原判決が被告人は菅生周助外三名と他人名義の投票所入場券で詐偽投票することを共同謀議し原判示第一乃至第五記載の如く他人名儀の投票所入場券を集めた上菅生周助、西村弓太郎或は西村一男外一〇乃至二〇数名の者をして同人等を孰れも投票所入場券に記載してある氏名者の如く詐称して当該係員より衆議院議員選挙の投票用紙の交付を受けしめて候補者の氏名を記載し投票せしめた各詐偽投票につき、被告人を共謀共同正犯者と認定し、刑法第六〇条を適用して処断したことは原判文により明らかであるが、右法条が所論のごとく犯罪の共同実行々為者のみを共同正犯とする法意であると解しなければならない法文上の根拠はなく、当裁判所も最高裁判所の判例の示す如く犯行の共謀が成立し、右共謀に基いて犯罪が実行された場合、実行々為を分担しなかつた共謀者も右法条により共同正犯の刑事責任を免れないと解するから原判決には所論のごとき法令適用、解釈の誤りはない。

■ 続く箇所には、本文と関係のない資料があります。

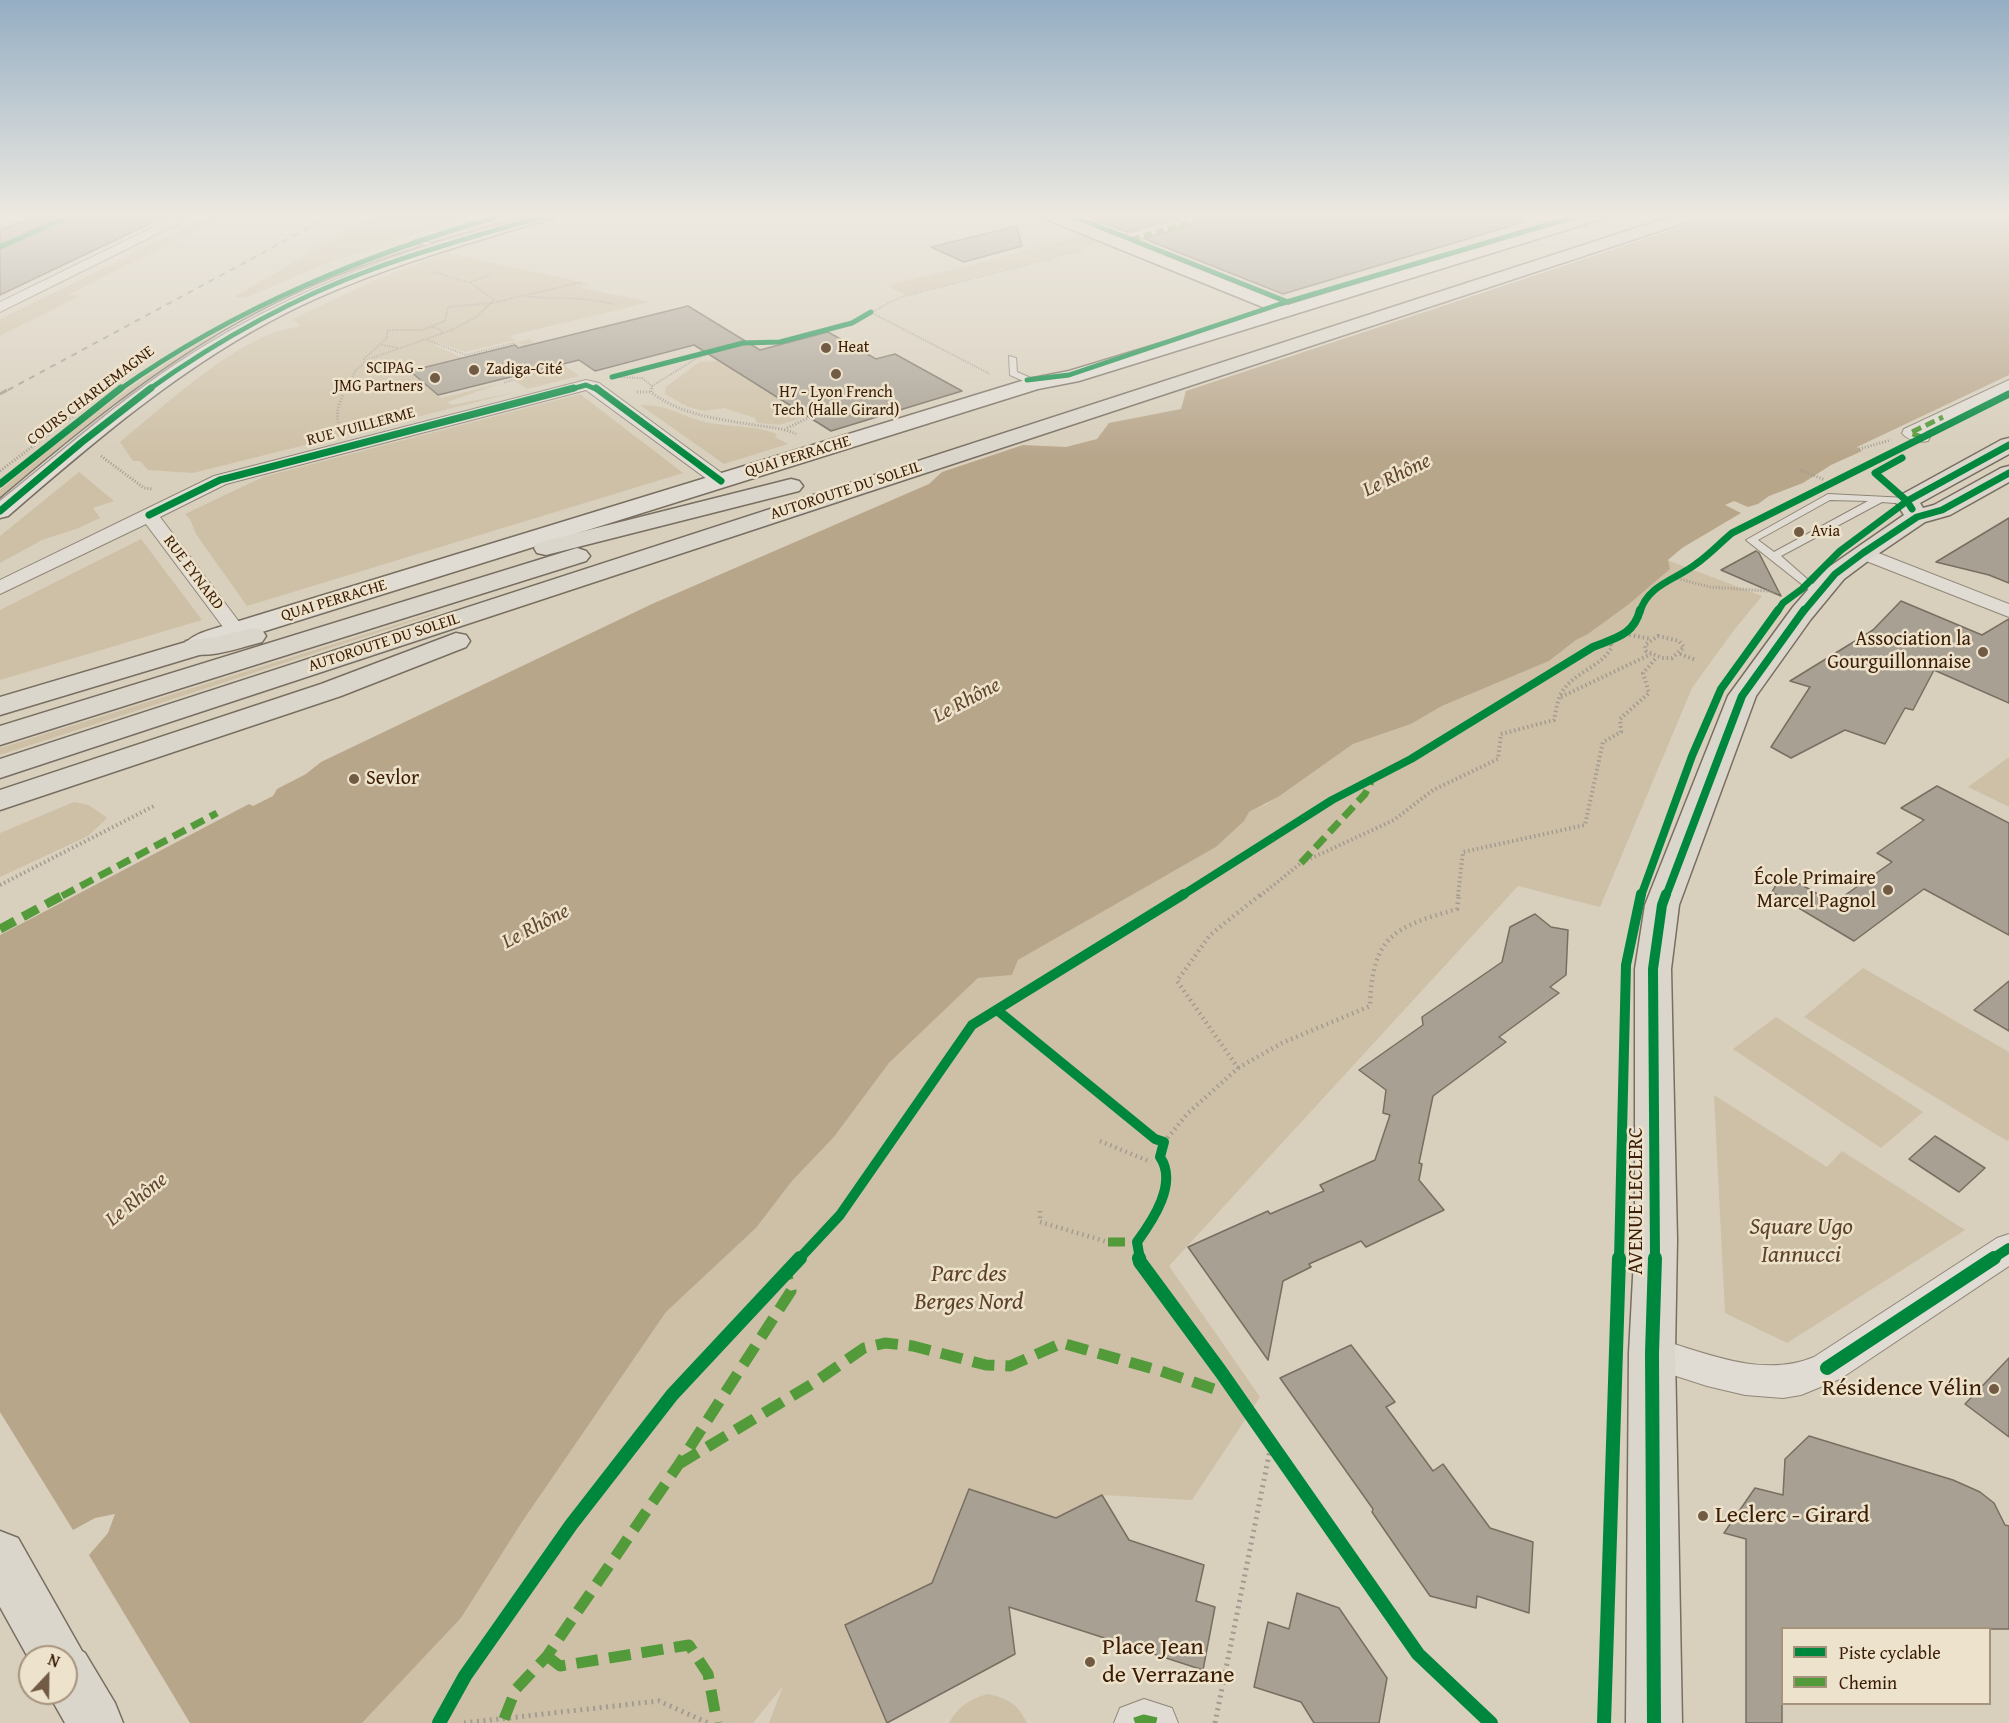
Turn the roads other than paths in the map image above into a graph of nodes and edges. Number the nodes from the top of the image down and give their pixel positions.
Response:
1 (26, 295) edge
2 (281, 295) edge
3 (312, 295) edge
4 (1249, 295) edge
5 (1338, 295) edge
6 (1394, 295) edge
7 (1446, 295) edge
8 (0, 308) edge
9 (1288, 311) junction
10 (1012, 358) dead end
11 (1113, 385) dead end
12 (2009, 385) edge
13 (1026, 386) junction
14 (1918, 436) road end
15 (931, 443) dead end
16 (2009, 445) edge
17 (856, 466) dead end
18 (2009, 473) edge
19 (721, 481) junction
20 (0, 484) edge
21 (1880, 499) junction
22 (1912, 509) junction
23 (0, 511) edge
24 (149, 515) junction
25 (1863, 553) junction
26 (1774, 556) junction
27 (644, 557) junction
28 (0, 588) edge
29 (1799, 593) junction
30 (2009, 611) edge
31 (236, 631) junction
32 (196, 647) junction
33 (0, 706) edge
34 (0, 736) edge
35 (166, 746) junction
36 (0, 769) edge
37 (0, 800) edge
38 (0, 820) edge
39 (2007, 1253) edge
40 (1652, 1353) junction
41 (0, 1556) edge
42 (50, 1645) edge
43 (78, 1693) edge
44 (95, 1723) edge
45 (1135, 1723) edge
46 (1157, 1723) edge
47 (1654, 1723) edge

1 - 8 street
2 - 20 street, COURS CHARLEMAGNE
3 - 23 street, COURS CHARLEMAGNE
4 - 9 street
5 - 9 street, QUAI PERRACHE
6 - 11 main road
7 - 27 main road, AUTOROUTE DU SOLEIL
9 - 13 street, QUAI PERRACHE
10 - 13 lane
12 - 14 street
13 - 19 street, QUAI PERRACHE
15 - 17 main road, AUTOROUTE DU SOLEIL
16 - 22 main road, AVENUE LECLERC
18 - 22 main road, AVENUE LECLERC
19 - 24 street, RUE VUILLERME
19 - 31 street, QUAI PERRACHE
21 - 22 lane
21 - 26 lane
21 - 26 lane
22 - 25 main road, AVENUE LECLERC
24 - 28 street, RUE VUILLERME
24 - 31 street, RUE EYNARD
25 - 29 main road, AVENUE LECLERC
25 - 30 street
26 - 29 lane
27 - 35 main road
27 - 36 main road, AUTOROUTE DU SOLEIL
29 - 40 main road, AVENUE LECLERC
31 - 32 street, QUAI PERRACHE
32 - 33 main road, QUAI PERRACHE
32 - 34 main road, AUTOROUTE DU SOLEIL
35 - 37 main road
35 - 38 main road
39 - 40 street
40 - 47 main road, AVENUE LECLERC
41 - 42 main road
43 - 44 main road
45 - 46 street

次に共謀共同正犯を認めることが所論のごとく罪刑法定主義に反するかどうか、特に犯罪の実行々為に加担しない共謀者に、如何なる場合に正犯又は教唆犯が成立するかの区別について按ずるに、斯る共謀者が共同正犯として処断される所以は、その犯罪の実行々為が、行為担当者と共謀者間の共同犯行の認識のもとに、換言すれば、共謀者は行為担当者の実行々為を通じて自己の犯罪意思を実現し、他方行為担当者は自己の実行々為により共謀者の犯罪意思をも実現する主観的な相互依存の関係(双方による心理的補充の関係)のもとに敢行されるところにあるのに対比し、教唆犯の場合は、教唆者が被教唆者の実行々為を通じて自己の犯罪意思を実現させる主観的な関係は恰も共謀共同正犯の場合と似てはいるが、被教唆者は教唆者の教唆により生ぜしめられた犯意に基いて、主観的には自己の目的と意思のもとにその犯罪を敢行(単独正犯)するもの(一方的な心理的補充の関係)であつて、したがつて、若し被教唆者が教唆を受けた結果、教唆者との間に前記のごとき共同犯行の認識が生じ、その認識のもとに犯罪が実行されたと認められる場合には、教唆者は共謀共同正犯たる刑事責任を免れないと解すべきである、されば共謀共同正犯と教唆犯とは右のごとき共同犯行の認識の有無の点で明確に区別さるべく、本件については被告人は後段説示の如く右の共謀共同正犯者と認められるのでこれを正犯として処罰することは洵に相当で毫も罪刑法定主義に反するものではないから所論は失当である。論旨は理由がない。